On est des Belkhadem en puissance parce que la société algérienne depuis la famille et l’école jusqu’aux regroupements civils, le citoyen algérien en tant qu’acteur social n’a reçu aucune éducation politique. On a lu un texte en arabe littéraire lors d’une visite de travail de Houari Boumediene à Tiaret et dans la semaine on est embarqué dans le Cabinet présidentiel et hop ! on devient un homme politique, avec un peu plus tard un solide carreau dans le prestige partisan. On a été ministre par le passé récent, on a beaucoup d’argent, on fait un montage technico-commercial et alapapap ! on fait un partie et sans attendre que la mémoire des contribuables assimile au moins le nom de la formation, on fonce tambour battant dans la bataille électorale.

Sans vouloir plaisanter, le lendemain de la déclaration du ministre de l’Intérieur, Dahou Ould Kabila, il y a moins de deux mois lorsqu’il disait faire le nécessaire pour faciliter l’agrément des nouveaux partis, je reçois un appel téléphonique d’une relation me demandant « en tant que journaliste connaissant les bonnes gens » de voir pour lui des amis afin de compléter une liste de membres fondateurs pour un parti politique en vue de la consultation de mai prochain. Autrement dit, en langage clair, ce citoyen est capable de fonder un parti avec des individus dont il n’a jamais entendu parler. Pour lui, l’essentiel est d’aller vers le pouvoir sans chercher à essayer de savoir si dans le chemin pour l’avoir il ne lui faut pas des capacités particulières de morale et de bonnes intentions.

Cet aventurier qui n’est pas dupe, sachant de quoi il en ressort dans les autres formations auxquelles il compte faire concurrence, Belkhadem, Hadjar ou un tout autre ressortissant algérien, même binational, parce qu’il n’ignore pas qu’il n’est pas loin de la situation éthique dans laquelle sont ou seront demain les partis qui tentent de se greffer au régime.

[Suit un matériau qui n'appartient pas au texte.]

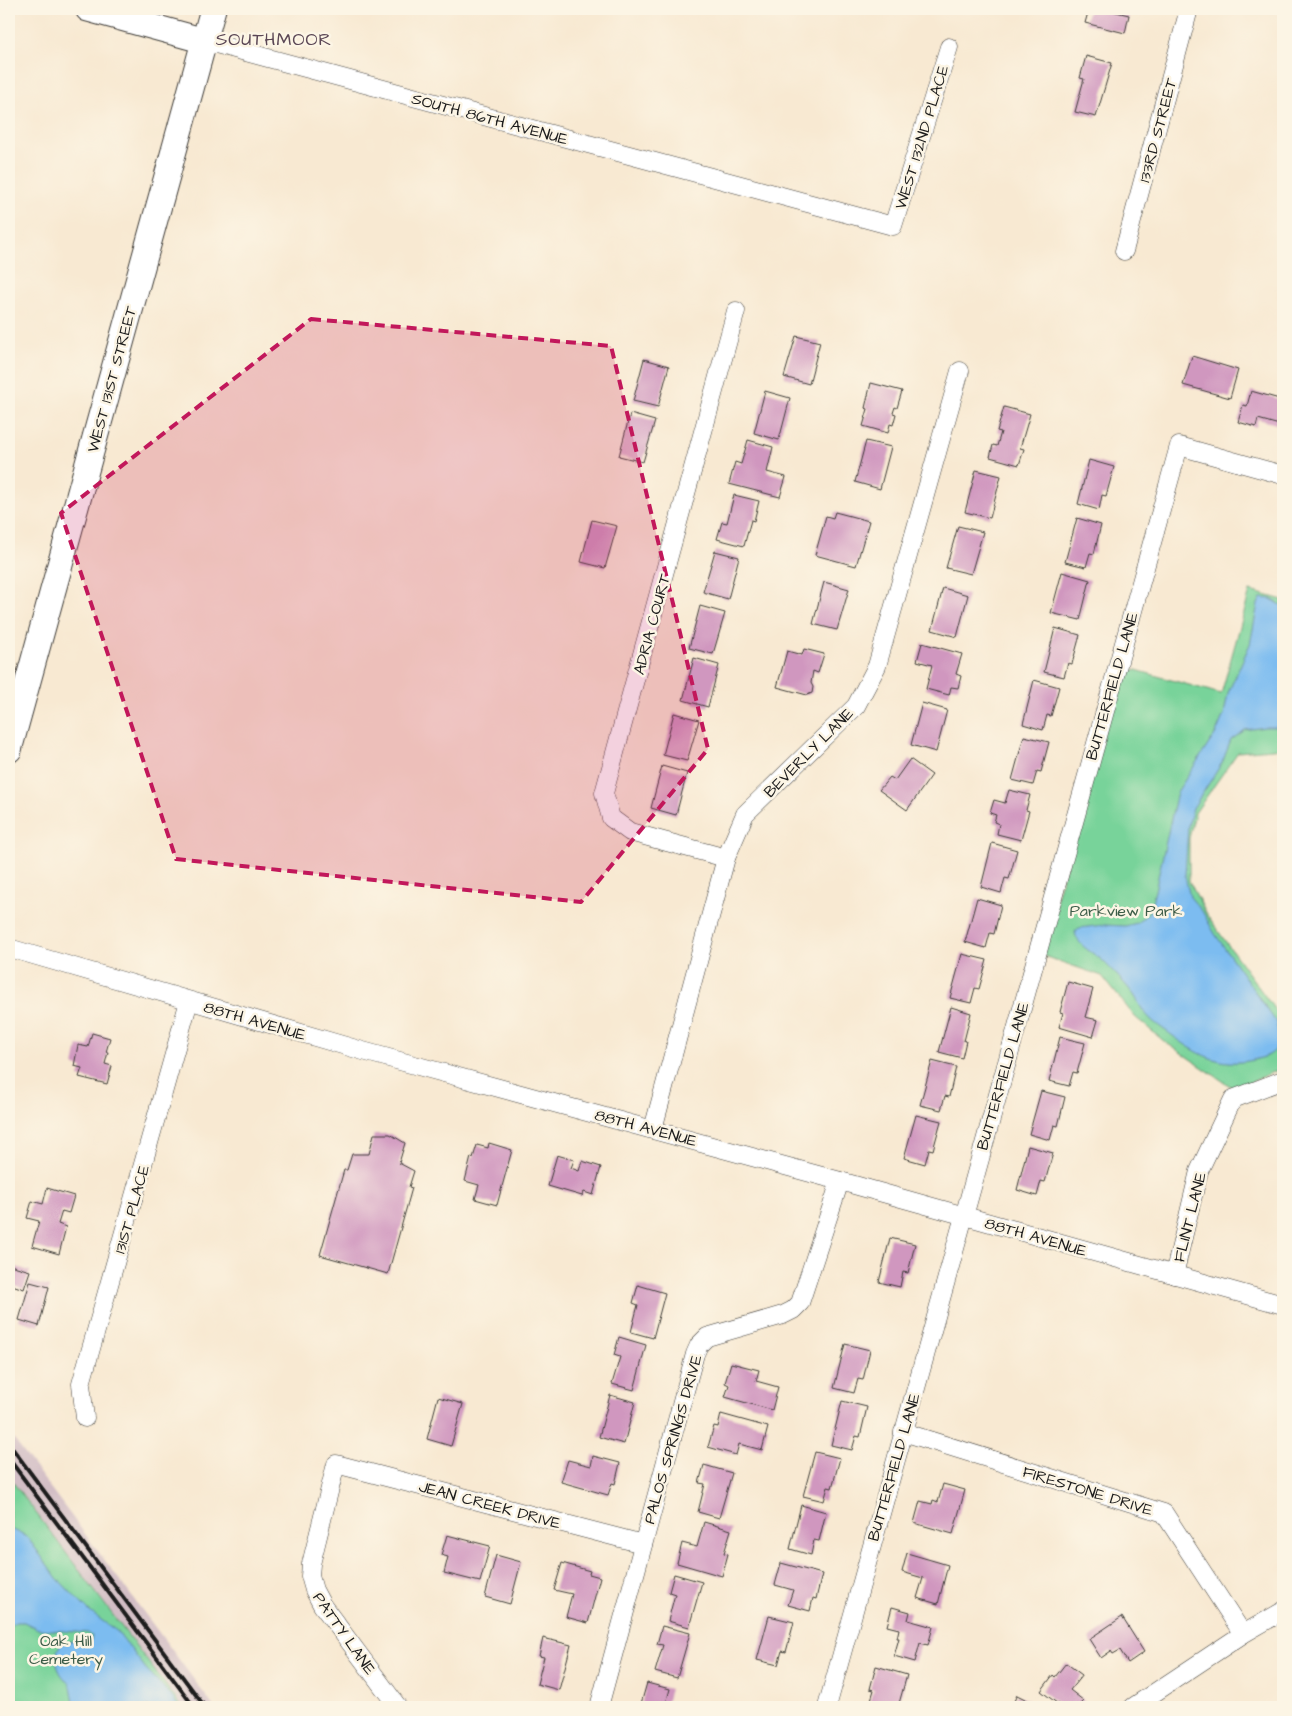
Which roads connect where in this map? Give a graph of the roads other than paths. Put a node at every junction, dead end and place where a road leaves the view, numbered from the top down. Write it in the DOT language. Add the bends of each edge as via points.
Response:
graph roads {
  1 [pos="88,9"];
  2 [pos="213,9"];
  3 [pos="1189,9"];
  4 [pos="205,41"];
  5 [pos="949,47"];
  6 [pos="893,226"];
  7 [pos="1124,251"];
  8 [pos="736,311"];
  9 [pos="960,371"];
  10 [pos="1283,475"];
  11 [pos="9,750"];
  12 [pos="726,858"];
  13 [pos="9,948"];
  14 [pos="190,1001"];
  15 [pos="1283,1080"];
  16 [pos="652,1129"];
  17 [pos="840,1181"];
  18 [pos="963,1215"];
  19 [pos="1174,1274"];
  20 [pos="1283,1305"];
  21 [pos="85,1418"];
  22 [pos="903,1432"];
  23 [pos="336,1464"];
  24 [pos="643,1544"];
  25 [pos="1283,1611"];
  26 [pos="1243,1634"];
  27 [pos="398,1707"];
  28 [pos="599,1707"];
  29 [pos="827,1707"];
  30 [pos="1133,1707"];
  1 -- 4 [label="street, SOUTH 86TH AVENUE"];
  2 -- 4 [label="street, WEST 131ST STREET"];
  3 -- 7 [label="street, 133RD STREET"];
  4 -- 6 [label="street, SOUTH 86TH AVENUE"];
  4 -- 11 [label="street, WEST 131ST STREET"];
  5 -- 6 [label="street, WEST 132ND PLACE"];
  8 -- 12 [label="street, ADRIA COURT" via="604,793 611,818 630,832"];
  9 -- 12 [label="street, BEVERLY LANE" via="877,666 870,681 856,706 746,814"];
  10 -- 18 [label="street, BUTTERFIELD LANE" via="1179,446"];
  12 -- 16 [label="street, BEVERLY LANE"];
  13 -- 14 [label="street, 88TH AVENUE"];
  14 -- 16 [label="street, 88TH AVENUE"];
  14 -- 21 [label="street, 131ST PLACE" via="81,1384"];
  15 -- 19 [label="street, FLINT LANE" via="1233,1099 1199,1171"];
  16 -- 17 [label="street, 88TH AVENUE"];
  17 -- 18 [label="street, 88TH AVENUE"];
  17 -- 24 [label="street, PALOS SPRINGS DRIVE" via="800,1303 783,1315 717,1333 699,1345"];
  18 -- 19 [label="street, 88TH AVENUE"];
  18 -- 22 [label="street, BUTTERFIELD LANE"];
  19 -- 20 [label="street, 88TH AVENUE"];
  22 -- 26 [label="street, FIRESTONE DRIVE" via="1164,1514"];
  22 -- 29 [label="street, BUTTERFIELD LANE"];
  23 -- 24 [label="street, JEAN CREEK DRIVE"];
  23 -- 27 [label="street, PATTY LANE" via="310,1576 322,1605"];
  24 -- 28 [label="street, PALOS SPRINGS DRIVE"];
  25 -- 26 [label="street"];
  26 -- 30 [label="street"];
}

Car au regard de ce régime, ce parti-là à la recherche de membres fondateurs et la formation de Abdelaziz Belkhadem, que ses pairs limogent ou non, est de la même consistance, s’il ne cherche pas à faire vraiment de la politique. Comme par exemple commencer par organiser une grève générale ou une marche interminable pour protester contre les libertés confisquées et contre le dinar qui ne nourrit pas la majorité des citoyens. Mais qui ne leur donne pas surtout les moyens de savoir produire des richesses.